■ **Material supplied**:

==*==

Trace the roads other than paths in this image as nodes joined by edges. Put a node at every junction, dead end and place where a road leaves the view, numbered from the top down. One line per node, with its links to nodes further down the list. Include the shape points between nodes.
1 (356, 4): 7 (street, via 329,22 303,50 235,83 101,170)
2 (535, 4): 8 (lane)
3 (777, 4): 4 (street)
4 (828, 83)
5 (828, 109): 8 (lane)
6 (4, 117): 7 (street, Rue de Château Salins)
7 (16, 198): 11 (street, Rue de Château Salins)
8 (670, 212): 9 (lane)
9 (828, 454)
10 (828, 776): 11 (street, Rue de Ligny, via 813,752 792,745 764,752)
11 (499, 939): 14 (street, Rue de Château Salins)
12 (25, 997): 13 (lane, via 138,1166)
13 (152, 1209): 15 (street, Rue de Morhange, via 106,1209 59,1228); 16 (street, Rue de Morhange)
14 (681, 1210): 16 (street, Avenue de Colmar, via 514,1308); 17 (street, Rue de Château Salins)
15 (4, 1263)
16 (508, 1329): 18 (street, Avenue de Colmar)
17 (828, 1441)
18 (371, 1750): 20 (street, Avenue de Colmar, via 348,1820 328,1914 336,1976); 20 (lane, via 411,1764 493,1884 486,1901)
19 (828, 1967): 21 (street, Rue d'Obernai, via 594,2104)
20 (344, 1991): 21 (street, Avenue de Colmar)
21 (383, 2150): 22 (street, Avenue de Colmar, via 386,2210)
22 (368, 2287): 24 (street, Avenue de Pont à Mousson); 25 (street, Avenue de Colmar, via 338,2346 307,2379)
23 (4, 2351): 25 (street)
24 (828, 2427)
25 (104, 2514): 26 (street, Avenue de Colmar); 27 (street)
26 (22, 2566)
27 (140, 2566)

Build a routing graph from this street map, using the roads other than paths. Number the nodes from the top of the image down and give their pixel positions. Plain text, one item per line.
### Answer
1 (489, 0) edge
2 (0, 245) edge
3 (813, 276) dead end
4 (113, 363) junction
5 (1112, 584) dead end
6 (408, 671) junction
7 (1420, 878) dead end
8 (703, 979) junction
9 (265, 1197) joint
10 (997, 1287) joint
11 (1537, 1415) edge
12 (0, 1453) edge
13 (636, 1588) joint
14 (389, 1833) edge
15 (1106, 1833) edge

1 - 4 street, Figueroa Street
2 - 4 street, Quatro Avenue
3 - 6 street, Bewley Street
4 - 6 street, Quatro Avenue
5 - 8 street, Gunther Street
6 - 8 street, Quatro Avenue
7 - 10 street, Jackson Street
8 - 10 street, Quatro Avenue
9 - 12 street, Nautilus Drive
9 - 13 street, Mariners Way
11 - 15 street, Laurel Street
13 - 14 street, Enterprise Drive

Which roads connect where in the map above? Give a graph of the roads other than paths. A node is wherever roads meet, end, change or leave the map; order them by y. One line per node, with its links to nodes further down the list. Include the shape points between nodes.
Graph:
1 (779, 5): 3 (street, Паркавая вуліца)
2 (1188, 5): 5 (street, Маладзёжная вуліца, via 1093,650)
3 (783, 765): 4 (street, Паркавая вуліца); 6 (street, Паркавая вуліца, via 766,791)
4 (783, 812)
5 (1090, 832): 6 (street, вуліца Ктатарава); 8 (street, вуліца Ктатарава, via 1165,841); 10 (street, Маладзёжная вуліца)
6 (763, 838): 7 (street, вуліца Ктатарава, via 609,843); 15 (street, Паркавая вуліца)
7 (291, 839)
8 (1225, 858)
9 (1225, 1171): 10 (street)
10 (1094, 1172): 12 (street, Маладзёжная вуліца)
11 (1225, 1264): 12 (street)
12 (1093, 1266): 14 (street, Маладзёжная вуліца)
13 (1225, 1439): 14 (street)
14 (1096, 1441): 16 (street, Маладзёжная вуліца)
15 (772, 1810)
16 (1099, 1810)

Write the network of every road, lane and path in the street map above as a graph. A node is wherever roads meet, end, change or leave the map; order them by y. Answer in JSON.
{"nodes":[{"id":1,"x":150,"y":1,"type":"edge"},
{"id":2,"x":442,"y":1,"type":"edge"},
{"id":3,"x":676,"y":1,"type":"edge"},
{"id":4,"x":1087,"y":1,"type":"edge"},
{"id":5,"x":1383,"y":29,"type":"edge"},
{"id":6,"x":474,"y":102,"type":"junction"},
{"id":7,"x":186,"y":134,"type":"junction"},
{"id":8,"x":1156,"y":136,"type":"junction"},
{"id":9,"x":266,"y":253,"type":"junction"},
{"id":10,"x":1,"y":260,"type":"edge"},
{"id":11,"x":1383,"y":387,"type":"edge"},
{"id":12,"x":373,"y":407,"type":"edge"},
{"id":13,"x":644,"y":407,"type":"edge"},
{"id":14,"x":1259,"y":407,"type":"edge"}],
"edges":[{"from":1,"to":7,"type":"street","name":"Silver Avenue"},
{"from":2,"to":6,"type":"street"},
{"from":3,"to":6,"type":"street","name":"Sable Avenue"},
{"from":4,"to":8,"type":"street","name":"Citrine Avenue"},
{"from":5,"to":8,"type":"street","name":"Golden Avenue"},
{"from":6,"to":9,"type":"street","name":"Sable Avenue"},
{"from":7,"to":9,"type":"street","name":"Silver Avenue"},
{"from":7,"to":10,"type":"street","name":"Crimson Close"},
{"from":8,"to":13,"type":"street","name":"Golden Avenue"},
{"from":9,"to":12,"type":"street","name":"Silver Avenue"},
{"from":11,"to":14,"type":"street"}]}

==*==

■ **Problem details**: Return the records in full, exactly as they read.

■ **Exercise output**:
Trace the roads other than paths in this image as nodes joined by edges. Put a node at every junction, dead end and place where a road leaves the view, numbered from the top down. One line per node, with its links to nodes further down the list. Include the shape points between nodes.
1 (356, 4): 7 (street, via 329,22 303,50 235,83 101,170)
2 (535, 4): 8 (lane)
3 (777, 4): 4 (street)
4 (828, 83)
5 (828, 109): 8 (lane)
6 (4, 117): 7 (street, Rue de Château Salins)
7 (16, 198): 11 (street, Rue de Château Salins)
8 (670, 212): 9 (lane)
9 (828, 454)
10 (828, 776): 11 (street, Rue de Ligny, via 813,752 792,745 764,752)
11 (499, 939): 14 (street, Rue de Château Salins)
12 (25, 997): 13 (lane, via 138,1166)
13 (152, 1209): 15 (street, Rue de Morhange, via 106,1209 59,1228); 16 (street, Rue de Morhange)
14 (681, 1210): 16 (street, Avenue de Colmar, via 514,1308); 17 (street, Rue de Château Salins)
15 (4, 1263)
16 (508, 1329): 18 (street, Avenue de Colmar)
17 (828, 1441)
18 (371, 1750): 20 (street, Avenue de Colmar, via 348,1820 328,1914 336,1976); 20 (lane, via 411,1764 493,1884 486,1901)
19 (828, 1967): 21 (street, Rue d'Obernai, via 594,2104)
20 (344, 1991): 21 (street, Avenue de Colmar)
21 (383, 2150): 22 (street, Avenue de Colmar, via 386,2210)
22 (368, 2287): 24 (street, Avenue de Pont à Mousson); 25 (street, Avenue de Colmar, via 338,2346 307,2379)
23 (4, 2351): 25 (street)
24 (828, 2427)
25 (104, 2514): 26 (street, Avenue de Colmar); 27 (street)
26 (22, 2566)
27 (140, 2566)

Build a routing graph from this street map, using the roads other than paths. Number the nodes from the top of the image down and give their pixel positions. Plain text, one item per line.
### Answer
1 (489, 0) edge
2 (0, 245) edge
3 (813, 276) dead end
4 (113, 363) junction
5 (1112, 584) dead end
6 (408, 671) junction
7 (1420, 878) dead end
8 (703, 979) junction
9 (265, 1197) joint
10 (997, 1287) joint
11 (1537, 1415) edge
12 (0, 1453) edge
13 (636, 1588) joint
14 (389, 1833) edge
15 (1106, 1833) edge

1 - 4 street, Figueroa Street
2 - 4 street, Quatro Avenue
3 - 6 street, Bewley Street
4 - 6 street, Quatro Avenue
5 - 8 street, Gunther Street
6 - 8 street, Quatro Avenue
7 - 10 street, Jackson Street
8 - 10 street, Quatro Avenue
9 - 12 street, Nautilus Drive
9 - 13 street, Mariners Way
11 - 15 street, Laurel Street
13 - 14 street, Enterprise Drive

Which roads connect where in the map above? Give a graph of the roads other than paths. A node is wherever roads meet, end, change or leave the map; order them by y. One line per node, with its links to nodes further down the list. Include the shape points between nodes.
Graph:
1 (779, 5): 3 (street, Паркавая вуліца)
2 (1188, 5): 5 (street, Маладзёжная вуліца, via 1093,650)
3 (783, 765): 4 (street, Паркавая вуліца); 6 (street, Паркавая вуліца, via 766,791)
4 (783, 812)
5 (1090, 832): 6 (street, вуліца Ктатарава); 8 (street, вуліца Ктатарава, via 1165,841); 10 (street, Маладзёжная вуліца)
6 (763, 838): 7 (street, вуліца Ктатарава, via 609,843); 15 (street, Паркавая вуліца)
7 (291, 839)
8 (1225, 858)
9 (1225, 1171): 10 (street)
10 (1094, 1172): 12 (street, Маладзёжная вуліца)
11 (1225, 1264): 12 (street)
12 (1093, 1266): 14 (street, Маладзёжная вуліца)
13 (1225, 1439): 14 (street)
14 (1096, 1441): 16 (street, Маладзёжная вуліца)
15 (772, 1810)
16 (1099, 1810)

Write the network of every road, lane and path in the street map above as a graph. A node is wherever roads meet, end, change or leave the map; order them by y. Answer in JSON.
{"nodes":[{"id":1,"x":150,"y":1,"type":"edge"},
{"id":2,"x":442,"y":1,"type":"edge"},
{"id":3,"x":676,"y":1,"type":"edge"},
{"id":4,"x":1087,"y":1,"type":"edge"},
{"id":5,"x":1383,"y":29,"type":"edge"},
{"id":6,"x":474,"y":102,"type":"junction"},
{"id":7,"x":186,"y":134,"type":"junction"},
{"id":8,"x":1156,"y":136,"type":"junction"},
{"id":9,"x":266,"y":253,"type":"junction"},
{"id":10,"x":1,"y":260,"type":"edge"},
{"id":11,"x":1383,"y":387,"type":"edge"},
{"id":12,"x":373,"y":407,"type":"edge"},
{"id":13,"x":644,"y":407,"type":"edge"},
{"id":14,"x":1259,"y":407,"type":"edge"}],
"edges":[{"from":1,"to":7,"type":"street","name":"Silver Avenue"},
{"from":2,"to":6,"type":"street"},
{"from":3,"to":6,"type":"street","name":"Sable Avenue"},
{"from":4,"to":8,"type":"street","name":"Citrine Avenue"},
{"from":5,"to":8,"type":"street","name":"Golden Avenue"},
{"from":6,"to":9,"type":"street","name":"Sable Avenue"},
{"from":7,"to":9,"type":"street","name":"Silver Avenue"},
{"from":7,"to":10,"type":"street","name":"Crimson Close"},
{"from":8,"to":13,"type":"street","name":"Golden Avenue"},
{"from":9,"to":12,"type":"street","name":"Silver Avenue"},
{"from":11,"to":14,"type":"street"}]}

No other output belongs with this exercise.